While pension funds have staked a major claim in the Canadian real estate sector, pension realty corporations must be diligent in observing tax laws or risk losing the advantages they enjoy, according to a legal expert.

Speaking at a seminar in Toronto on Wednesday, Chris Huband of Blakes law firm explained that many of the country’s trophy real estate assets are now owned wholly or in part by pension plans, but such organizations must tread carefully in order to maintain a profitable investment.

“Any pension fund that plans to purchase real estate must set up a pension realty corporation, which gives it tax-exempt status,” explained Huband. “The rules are complicated and designed to prevent pension realty corporations from gaining an unfair advantage over regular companies. A single misstep can cause the corporation to become taxable under the income tax act.”

Under the Income Tax Act (ITA), there are two types of pension realty corporations: those registered prior to 1978 and those registered afterwards. The former is very rare and is registered solely in connection with and for the administration of a registered pension plan. Only one rule governs this type of pension realty corporation, according to Huband. Namely, that the shares of the corporation must always have been held by one or more pension funds or related entities.

The most common type by far is the latter, which face restrictions on share ownership, activities they can pursue, investments they can make, and borrowing that they can undertake.

Under the ITA, the property in question must be capital property, not inventory. Huband outlined the distinctions between the two as the intentions of the purchaser, the length of time the property was held, and the business carried on by the purchaser. “Generally speaking, the real property must be held for long-term investment purposes,” he said.

The history of pension realty corporations acting as a developer is a long and complicated one, according to Huband. “At one time there was a great deal of controversy about whether a pension realty corporation was allowed to develop real property, notwithstanding the fact that the word “improving” actually appears on the enumerated list of permitted activities,” he said. The Canada Revenue Agency (CRA) eventually decided to allow pension realty corporations to act as developers provided that the activities were related solely to passive investment income. However, activities for the purposes of resale would not be permitted.

Co-ownership of a property by a pension realty corporations and a taxable entity is a legal gray area, according to Huband. A 1992 decision by the CRA stated such a partnership was not permitted due to a concern that in owning real property in a co-ownership with a taxable entity, the pension realty corporation could use its tax-free status to somehow benefit its taxable co-owner. This was revised in 1994 and declared permissible, but the pension realty corporations could not take on more than their proportionate share of obligations.

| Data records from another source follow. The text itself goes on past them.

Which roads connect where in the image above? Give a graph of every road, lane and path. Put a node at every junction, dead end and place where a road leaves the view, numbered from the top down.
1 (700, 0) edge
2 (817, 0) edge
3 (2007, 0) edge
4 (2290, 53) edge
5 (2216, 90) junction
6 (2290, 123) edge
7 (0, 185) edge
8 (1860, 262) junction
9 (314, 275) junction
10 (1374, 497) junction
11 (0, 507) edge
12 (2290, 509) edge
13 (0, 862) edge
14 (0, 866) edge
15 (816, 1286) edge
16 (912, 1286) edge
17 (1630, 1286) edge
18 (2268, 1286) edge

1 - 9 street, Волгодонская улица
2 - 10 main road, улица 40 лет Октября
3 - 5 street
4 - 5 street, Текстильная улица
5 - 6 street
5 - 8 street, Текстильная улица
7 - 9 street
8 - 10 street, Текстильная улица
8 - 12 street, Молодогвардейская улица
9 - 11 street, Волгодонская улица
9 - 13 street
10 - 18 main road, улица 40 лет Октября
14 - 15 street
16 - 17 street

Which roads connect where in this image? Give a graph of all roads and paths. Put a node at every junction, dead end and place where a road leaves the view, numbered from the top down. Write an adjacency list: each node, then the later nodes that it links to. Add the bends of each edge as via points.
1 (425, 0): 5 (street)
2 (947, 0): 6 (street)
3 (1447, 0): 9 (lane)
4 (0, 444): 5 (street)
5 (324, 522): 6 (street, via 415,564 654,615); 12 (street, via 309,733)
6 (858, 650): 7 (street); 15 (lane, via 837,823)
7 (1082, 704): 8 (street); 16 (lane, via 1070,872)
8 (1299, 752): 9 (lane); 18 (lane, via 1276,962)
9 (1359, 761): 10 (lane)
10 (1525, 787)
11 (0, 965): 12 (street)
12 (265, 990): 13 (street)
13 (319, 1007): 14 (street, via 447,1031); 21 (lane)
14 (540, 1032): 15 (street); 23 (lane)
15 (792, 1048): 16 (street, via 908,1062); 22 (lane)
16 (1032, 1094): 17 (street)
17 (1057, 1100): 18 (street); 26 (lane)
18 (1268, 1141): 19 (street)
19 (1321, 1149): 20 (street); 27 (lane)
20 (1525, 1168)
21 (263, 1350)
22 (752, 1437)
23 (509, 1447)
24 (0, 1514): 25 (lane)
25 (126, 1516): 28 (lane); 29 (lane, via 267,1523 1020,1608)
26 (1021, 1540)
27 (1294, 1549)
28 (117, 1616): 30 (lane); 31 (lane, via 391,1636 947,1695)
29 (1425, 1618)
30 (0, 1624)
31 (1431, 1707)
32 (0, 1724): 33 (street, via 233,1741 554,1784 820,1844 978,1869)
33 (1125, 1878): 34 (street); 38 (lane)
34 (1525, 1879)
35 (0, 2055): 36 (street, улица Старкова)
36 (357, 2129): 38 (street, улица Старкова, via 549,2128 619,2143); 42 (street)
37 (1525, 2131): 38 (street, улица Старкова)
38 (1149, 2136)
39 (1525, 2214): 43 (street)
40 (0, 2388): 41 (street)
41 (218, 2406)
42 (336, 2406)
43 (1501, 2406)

Under the CRA, there are significant restrictions on investments for pension realty corporations. They can make no investments other than real estate, or investments that a pension plan is permitted to make under the federal or provincial regulatory statutes. The latter statement is very confusing, explained Huband, as the reference is to a pension plan, rather than the pension plan in question. “It would appear that it’s permissible to make an investment that any pension plan could make under any of the pension regulatory legislation,” he said.

It’s also unclear as to how to apply the second test, according to Huband. Pointing out that the rules are actually written for pension plans as opposed to pension realty corporations, he questioned whether the regulatory rules should be applied to the level of the pension plan, or to the level of the pension realty corporation, applied as if it was a pension plan.

Another source of confusion is the CRA’s distinction between activities and investments. “It would appear that it might be possible for a pension realty corporation to acquire units of a limited partnership as an investment even though the activities carried on by that limited partnership would not be permitted activities for a pension realty corporation,” he said.

The last set of restrictions on investments for pension realty corporations relate to borrowing. Huband explained that the pension realty corporation must borrow money solely for the purpose of earning income from real property or any interest therein. “As such, money cannot be borrowed to fund an investment that is not real property.”